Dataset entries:
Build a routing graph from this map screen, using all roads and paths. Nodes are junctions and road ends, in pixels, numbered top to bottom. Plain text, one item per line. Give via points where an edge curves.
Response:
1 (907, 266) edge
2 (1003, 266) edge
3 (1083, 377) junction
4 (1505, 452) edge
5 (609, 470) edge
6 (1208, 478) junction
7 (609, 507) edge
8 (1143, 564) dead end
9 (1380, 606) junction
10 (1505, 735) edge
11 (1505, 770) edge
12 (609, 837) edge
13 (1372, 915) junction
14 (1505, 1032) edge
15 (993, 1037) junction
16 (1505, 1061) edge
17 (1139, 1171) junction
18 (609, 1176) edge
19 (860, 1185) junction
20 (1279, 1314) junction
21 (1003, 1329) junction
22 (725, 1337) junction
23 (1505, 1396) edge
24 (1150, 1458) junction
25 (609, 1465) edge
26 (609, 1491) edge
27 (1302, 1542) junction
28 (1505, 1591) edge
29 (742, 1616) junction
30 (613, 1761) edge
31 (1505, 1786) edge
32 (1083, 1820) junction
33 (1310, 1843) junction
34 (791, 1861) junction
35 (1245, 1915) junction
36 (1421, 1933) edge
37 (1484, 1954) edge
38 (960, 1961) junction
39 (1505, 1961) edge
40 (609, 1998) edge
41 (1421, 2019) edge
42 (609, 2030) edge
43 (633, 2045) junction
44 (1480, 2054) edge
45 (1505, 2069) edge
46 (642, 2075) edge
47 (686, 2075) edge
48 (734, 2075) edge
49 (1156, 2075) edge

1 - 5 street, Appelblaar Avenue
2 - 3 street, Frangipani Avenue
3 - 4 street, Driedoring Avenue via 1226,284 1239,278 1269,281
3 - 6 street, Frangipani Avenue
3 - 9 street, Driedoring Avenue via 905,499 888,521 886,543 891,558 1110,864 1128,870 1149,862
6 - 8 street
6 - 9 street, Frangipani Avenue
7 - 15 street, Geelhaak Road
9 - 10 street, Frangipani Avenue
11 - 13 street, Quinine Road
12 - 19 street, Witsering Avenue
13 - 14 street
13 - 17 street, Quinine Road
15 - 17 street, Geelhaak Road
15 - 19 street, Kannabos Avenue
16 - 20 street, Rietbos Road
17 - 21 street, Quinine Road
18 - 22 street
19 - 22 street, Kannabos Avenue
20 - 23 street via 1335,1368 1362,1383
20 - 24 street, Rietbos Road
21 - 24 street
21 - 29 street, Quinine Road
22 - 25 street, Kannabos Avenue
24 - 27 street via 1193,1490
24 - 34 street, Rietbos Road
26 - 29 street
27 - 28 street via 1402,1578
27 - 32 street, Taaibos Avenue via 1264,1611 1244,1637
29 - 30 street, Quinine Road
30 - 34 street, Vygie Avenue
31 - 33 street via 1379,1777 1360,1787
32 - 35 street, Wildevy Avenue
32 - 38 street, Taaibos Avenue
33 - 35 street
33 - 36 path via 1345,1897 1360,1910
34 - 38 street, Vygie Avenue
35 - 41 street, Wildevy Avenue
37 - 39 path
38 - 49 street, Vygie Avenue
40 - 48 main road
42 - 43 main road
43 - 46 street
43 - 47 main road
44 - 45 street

-- Exercise description --
Word for word, repeat every record.

-- Exercise answer --
Build a routing graph from this map screen, using all roads and paths. Nodes are junctions and road ends, in pixels, numbered top to bottom. Plain text, one item per line. Give via points where an edge curves.
Response:
1 (907, 266) edge
2 (1003, 266) edge
3 (1083, 377) junction
4 (1505, 452) edge
5 (609, 470) edge
6 (1208, 478) junction
7 (609, 507) edge
8 (1143, 564) dead end
9 (1380, 606) junction
10 (1505, 735) edge
11 (1505, 770) edge
12 (609, 837) edge
13 (1372, 915) junction
14 (1505, 1032) edge
15 (993, 1037) junction
16 (1505, 1061) edge
17 (1139, 1171) junction
18 (609, 1176) edge
19 (860, 1185) junction
20 (1279, 1314) junction
21 (1003, 1329) junction
22 (725, 1337) junction
23 (1505, 1396) edge
24 (1150, 1458) junction
25 (609, 1465) edge
26 (609, 1491) edge
27 (1302, 1542) junction
28 (1505, 1591) edge
29 (742, 1616) junction
30 (613, 1761) edge
31 (1505, 1786) edge
32 (1083, 1820) junction
33 (1310, 1843) junction
34 (791, 1861) junction
35 (1245, 1915) junction
36 (1421, 1933) edge
37 (1484, 1954) edge
38 (960, 1961) junction
39 (1505, 1961) edge
40 (609, 1998) edge
41 (1421, 2019) edge
42 (609, 2030) edge
43 (633, 2045) junction
44 (1480, 2054) edge
45 (1505, 2069) edge
46 (642, 2075) edge
47 (686, 2075) edge
48 (734, 2075) edge
49 (1156, 2075) edge

1 - 5 street, Appelblaar Avenue
2 - 3 street, Frangipani Avenue
3 - 4 street, Driedoring Avenue via 1226,284 1239,278 1269,281
3 - 6 street, Frangipani Avenue
3 - 9 street, Driedoring Avenue via 905,499 888,521 886,543 891,558 1110,864 1128,870 1149,862
6 - 8 street
6 - 9 street, Frangipani Avenue
7 - 15 street, Geelhaak Road
9 - 10 street, Frangipani Avenue
11 - 13 street, Quinine Road
12 - 19 street, Witsering Avenue
13 - 14 street
13 - 17 street, Quinine Road
15 - 17 street, Geelhaak Road
15 - 19 street, Kannabos Avenue
16 - 20 street, Rietbos Road
17 - 21 street, Quinine Road
18 - 22 street
19 - 22 street, Kannabos Avenue
20 - 23 street via 1335,1368 1362,1383
20 - 24 street, Rietbos Road
21 - 24 street
21 - 29 street, Quinine Road
22 - 25 street, Kannabos Avenue
24 - 27 street via 1193,1490
24 - 34 street, Rietbos Road
26 - 29 street
27 - 28 street via 1402,1578
27 - 32 street, Taaibos Avenue via 1264,1611 1244,1637
29 - 30 street, Quinine Road
30 - 34 street, Vygie Avenue
31 - 33 street via 1379,1777 1360,1787
32 - 35 street, Wildevy Avenue
32 - 38 street, Taaibos Avenue
33 - 35 street
33 - 36 path via 1345,1897 1360,1910
34 - 38 street, Vygie Avenue
35 - 41 street, Wildevy Avenue
37 - 39 path
38 - 49 street, Vygie Avenue
40 - 48 main road
42 - 43 main road
43 - 46 street
43 - 47 main road
44 - 45 street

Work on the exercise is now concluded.